Liberal producer Carl Foreman was one of the writers of The Bridge on the River Kwai, David Lean's adventure tale that remains rooted in the hard facts of war: prisoners die in terrible camps, good soldiers become traitors and commanders are forced to shoot at their own men. Foreman liberally sprinkles heavy messages and moral dilemmas atop novelist Alistair MacLean's action-oriented commando tale, but the movie refuses to be serious. Our intrepid band of fighters proves to have more lives than a barrel of cats as, like the Greek heroes that once fought in the Aegean of old, it accomplishes one 'impossible' feat after another. Being overtaken by a heavily armed German patrol boat doesn't stop them. They survive a horrendous shipwreck yet save their equipment and then climb a slick vertical cliff in the middle of a typhoon.

For perhaps the first time in a post-war movie about World War 2, an amused tone -- the beginnings of a tongue-in-cheek attitude -- insures a positive outcome for our big star protagonists. Excellent special effects and much-improved stunt work dazzle the audience so that nobody questions how six men on a boat can out-draw a dozen Germans with their guns already pointed at them. Sentries are easily eliminated by the simplest of tricks. Our heroes display strength and stamina equal to a fantasy figure like Indiana Jones. Miraculous escapes become the norm; the Germans might as well put their bombs and strafing aircraft away because they never hit anything.

The film's faith in itself is best demonstrated when some of our heroes are trapped in a house surrounded by Nazis. We only see them begin to climb onto the roof; there's no need to show exactly how they escape. After Anthony Quinn has his big scene pretending to be a coward so as to turn the tables on their captors, we don't ask why eight very dangerous people are guarded by only two armed soldiers. But we do expect Gregory Peck to turn to the camera like Tex Avery's Screwy Squirrel and say, "We do this to them all through the picture!"

All of these shenanigans merely prove that The Guns of Navarone has stumbled onto a win-win adventure movie formula. Before we can laugh at the outrageousness of it all, the dapper David Niven follows up with his own snappy jokes. The movie is schizophrenic. When knives and bullets fly we're encouraged to sit back and enjoy the mayhem and destruction. But we're also pulled into a serious mode for other scenes, like those involving the painfully injured Anthony Quayle character. Sheer class moviemaking does the trick, with the exotic Rhodes locations and Dimitri Tiomkin's superlative music putting us in the mood for high adventure.

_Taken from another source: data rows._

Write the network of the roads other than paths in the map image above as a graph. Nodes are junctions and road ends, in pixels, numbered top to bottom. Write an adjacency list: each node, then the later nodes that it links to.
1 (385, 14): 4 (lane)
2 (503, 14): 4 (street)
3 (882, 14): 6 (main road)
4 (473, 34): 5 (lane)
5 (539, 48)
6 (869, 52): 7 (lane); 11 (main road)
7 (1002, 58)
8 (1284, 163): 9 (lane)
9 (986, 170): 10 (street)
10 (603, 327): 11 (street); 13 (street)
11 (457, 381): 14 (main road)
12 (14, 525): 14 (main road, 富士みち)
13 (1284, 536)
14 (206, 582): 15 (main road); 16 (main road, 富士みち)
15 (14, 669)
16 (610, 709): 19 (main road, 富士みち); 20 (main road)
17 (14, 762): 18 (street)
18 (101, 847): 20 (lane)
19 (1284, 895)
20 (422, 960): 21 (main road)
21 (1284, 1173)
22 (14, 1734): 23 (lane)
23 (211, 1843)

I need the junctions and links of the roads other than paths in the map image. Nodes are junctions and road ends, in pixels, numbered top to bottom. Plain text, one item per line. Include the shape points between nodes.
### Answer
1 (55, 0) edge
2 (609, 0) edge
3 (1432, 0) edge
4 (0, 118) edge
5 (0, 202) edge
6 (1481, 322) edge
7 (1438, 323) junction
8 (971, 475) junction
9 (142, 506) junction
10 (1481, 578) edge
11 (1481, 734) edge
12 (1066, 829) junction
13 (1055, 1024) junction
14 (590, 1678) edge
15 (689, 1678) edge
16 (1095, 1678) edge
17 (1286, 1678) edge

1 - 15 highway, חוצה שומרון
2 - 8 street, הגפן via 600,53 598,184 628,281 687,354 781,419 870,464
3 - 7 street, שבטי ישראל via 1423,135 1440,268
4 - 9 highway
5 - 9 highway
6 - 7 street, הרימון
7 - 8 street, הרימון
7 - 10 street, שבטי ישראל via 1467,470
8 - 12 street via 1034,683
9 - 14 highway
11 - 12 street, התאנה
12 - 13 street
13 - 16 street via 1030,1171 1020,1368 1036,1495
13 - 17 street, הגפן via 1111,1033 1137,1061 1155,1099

Although the film is still fast-paced, its desperate commandos take regular breaks for Carl Foreman's rather facile dramatic scenes about moral issues in wartime. Gregory Peck grinds his jaw mulling over tough life and death decisions for his injured team leader as David Niven plagues him with lame accusations of callousness: "Do you realize what you've done? You've used up an important human being!" When Niven's character complains that Peck is putting the mission ahead of the personal safety and comfort of his teammates, we're tempted to stammer out, "Well, Duh!" The idea that commandos on a desperate, all-important suicide mission should suddenly debate the finer points of combat etiquette is ludicrous, but the actors give it their all. To pay off all of this grandstanding, poor Gregory Peck must escalate his righteous fury to the point of waving a gun at Niven while shaking like a teakettle.

The drama may be half-baked but The Guns of Navarone nevertheless stays ahead of its audience. The skirmishes, escapes and ten-cent intrigues are shared by the team's local allies, a stoic pair of female partisans. Like Ingrid Bergman in For Whom the Bell Tolls, Gia Scala's Anna has cropped hair and a hurt-sparrow look that turns out to be a ruse. After avoiding typical 'glamorous resistance girl' clichés, Carl Foreman cleverly injects a censor-proof sex scene into the proceedings. The commandos 'rape' Anna by tearing her dress and exposing her naked back for our enjoyment. They then throw her to the ground, where she must clutch at her garments for hot-cha publicity poses --- but as the scene has no sexual component and an excuse for the near-nudity, Forman can get away with it!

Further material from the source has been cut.